Dutch is a great language for compounding; in general, nouns are easily compounded together and many that are not easily compounded can be converted to an adjectival form that is easily added to the front of a noun or verb. In this way, disease names or other swear words are often compounded onto the object of one's distaste or displeasure. As I mentioned before, this is quite similar to the use of "fucking-" or "fuckin'-" as derogatory prefixes all over the place in English, only Dutch provides the resourceful curser with many more options. Oddly (or perhaps not so oddly) there seems to be a limit to how many adjective-form prefixes one can string before a word, and there may or may not be a preferred order of their use. (That last is probably a function of how late it is and the limitations of my lexicon, which as I repeatedly mention is native, but not as extensive as I would like in the vulgarity department.) One final way of making any of the "worst" body parts a little worse (or a little funnier; considerable value is placed on humorous swearing in Dutch) is to prefix them with the adjective/possessive form of an animal name. In English you might call soneone a "horse's ass"; you could do exactly the same in Dutch ("paardenlul," which basically means "horse's dick").
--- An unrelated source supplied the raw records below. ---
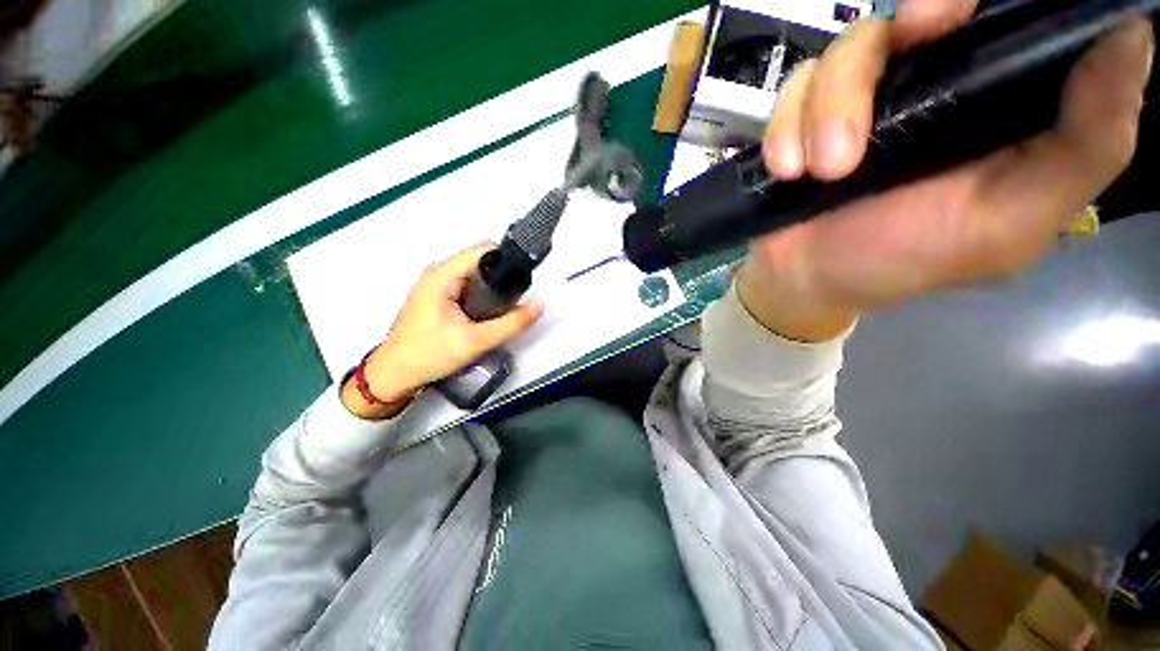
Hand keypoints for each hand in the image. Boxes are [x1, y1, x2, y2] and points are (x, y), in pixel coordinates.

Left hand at [341, 244, 543, 418]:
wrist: (394, 375)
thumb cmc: (427, 355)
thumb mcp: (476, 341)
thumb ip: (512, 323)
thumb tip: (538, 306)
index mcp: (443, 275)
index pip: (484, 250)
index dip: (508, 259)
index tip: (524, 276)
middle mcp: (438, 273)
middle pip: (481, 261)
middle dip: (502, 276)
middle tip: (515, 299)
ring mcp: (436, 285)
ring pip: (475, 274)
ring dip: (492, 287)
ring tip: (504, 307)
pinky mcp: (437, 297)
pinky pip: (467, 285)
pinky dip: (482, 294)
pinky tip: (488, 312)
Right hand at [740, 0, 1153, 340]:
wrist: (808, 281)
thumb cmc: (905, 260)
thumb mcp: (1011, 221)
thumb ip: (1086, 146)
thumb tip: (1131, 35)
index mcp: (999, 99)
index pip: (1011, 16)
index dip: (988, 0)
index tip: (954, 17)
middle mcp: (938, 81)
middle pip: (922, 11)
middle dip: (906, 28)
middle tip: (902, 50)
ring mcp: (867, 95)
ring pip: (848, 49)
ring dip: (828, 109)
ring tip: (822, 171)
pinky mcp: (808, 115)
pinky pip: (795, 89)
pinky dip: (787, 126)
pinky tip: (788, 170)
Another general feature of Dutch that has unique manifestations in its profanity is the fact that it has many colorful idiomatic expressions (remember "kut kammen"?). The use of disease names as swear words (and the modification of the rudest body part names for use as verbs) are some obvious examples of this. Others seem to have come from the fact that Dutch linguistic culture allows and even encourages a lot of wordplay, and alliteration is a favorite game. Although alliteration is powerful in English swearing as well, in my experience it is rarely (if ever) used as powerfully, humorously, and creatively as it is in Dutch (trust me, "god gloeiend godverdomme" is a terrifying stream of invective to have aimed at you, something like "god damn fiddle-fucking asshole," which my mother once invented in an attempt to come up with an equivalent).
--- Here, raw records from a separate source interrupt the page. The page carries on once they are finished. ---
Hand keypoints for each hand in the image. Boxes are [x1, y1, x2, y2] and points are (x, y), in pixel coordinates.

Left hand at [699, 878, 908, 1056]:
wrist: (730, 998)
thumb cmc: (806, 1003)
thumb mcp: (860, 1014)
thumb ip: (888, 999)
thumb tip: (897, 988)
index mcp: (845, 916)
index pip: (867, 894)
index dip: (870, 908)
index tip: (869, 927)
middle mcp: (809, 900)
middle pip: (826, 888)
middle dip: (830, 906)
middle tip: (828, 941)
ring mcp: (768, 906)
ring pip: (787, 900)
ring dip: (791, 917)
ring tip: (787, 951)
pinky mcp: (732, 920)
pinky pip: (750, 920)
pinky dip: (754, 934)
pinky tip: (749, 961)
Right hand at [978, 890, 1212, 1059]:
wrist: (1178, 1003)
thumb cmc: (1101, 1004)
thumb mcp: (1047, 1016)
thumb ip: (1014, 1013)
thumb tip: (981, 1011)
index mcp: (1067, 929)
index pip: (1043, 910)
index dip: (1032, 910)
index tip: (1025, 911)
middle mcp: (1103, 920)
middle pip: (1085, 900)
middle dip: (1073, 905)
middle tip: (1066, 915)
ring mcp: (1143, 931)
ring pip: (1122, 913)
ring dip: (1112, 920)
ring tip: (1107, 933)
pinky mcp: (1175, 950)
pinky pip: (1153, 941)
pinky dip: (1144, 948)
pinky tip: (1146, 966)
To conclude, it is my opinion that Dutch is a wonderful language to swear in. It has many different levels of vulgarity for different levels of register. It takes the idea of the body (and sex in particular) as being dirty and expands it to include all sorts of horrible ailments --- because, after all, dirty bodies are prone to getting sick. Combined with the Dutch penchant for colorful idiom, alliteration, and other word play, and a few loanwords from English, and hopefully my enthusiasm seems justifiable.


Since posting this, I have received numerous /msg's from noders wishing to discuss the finer points of swearing in Dutch. Some of their suggestions have been incorporated into my writeup as footnotes; many thanks to everyone who offered comments.

  1. Albert Herring says "'arsing around' is perfectly normal usage in British English.

  2. ThePope has informed me that k(o)elere = cholera (I should've figured that one out) and tering is an archaic name for tuberculosis, and contributed pleuris to the list of disease swear words of unknown meaning.*

    *Thanks to archie2, who says "pleuris" comes from "pleuritis", a lung disease of some sort.**

    **According to Chelman, "Pleuris (or pleuritis) is actually called more or less the same in English i.e. pleurisy. It is indeed a lung disease... Pleurisy is an inflammation of the pleura. There are two pleurae, one around each lung. The pleura is a two-ply membrane that both encloses the lung and lines the chest cavity." Neat.

  3. rp suggests my ambivalence towards "neuken" as far as its strength relative to "fuck" may stem from the fact that foreign curses often lack the power of swear words in your native language. I consider myself bilingual, and I honestly couldn't say which is my first language. I'll have to think about it a bit more, and I stand by my applause of "fuck" and all its glorious syntactic and semantic variability, but rp's suggestion is an interesting possibility nonetheless.

  4. Actually, a better analogue can be found in use of "ass" as an intensifier, so thanks to Acid Dragon as well.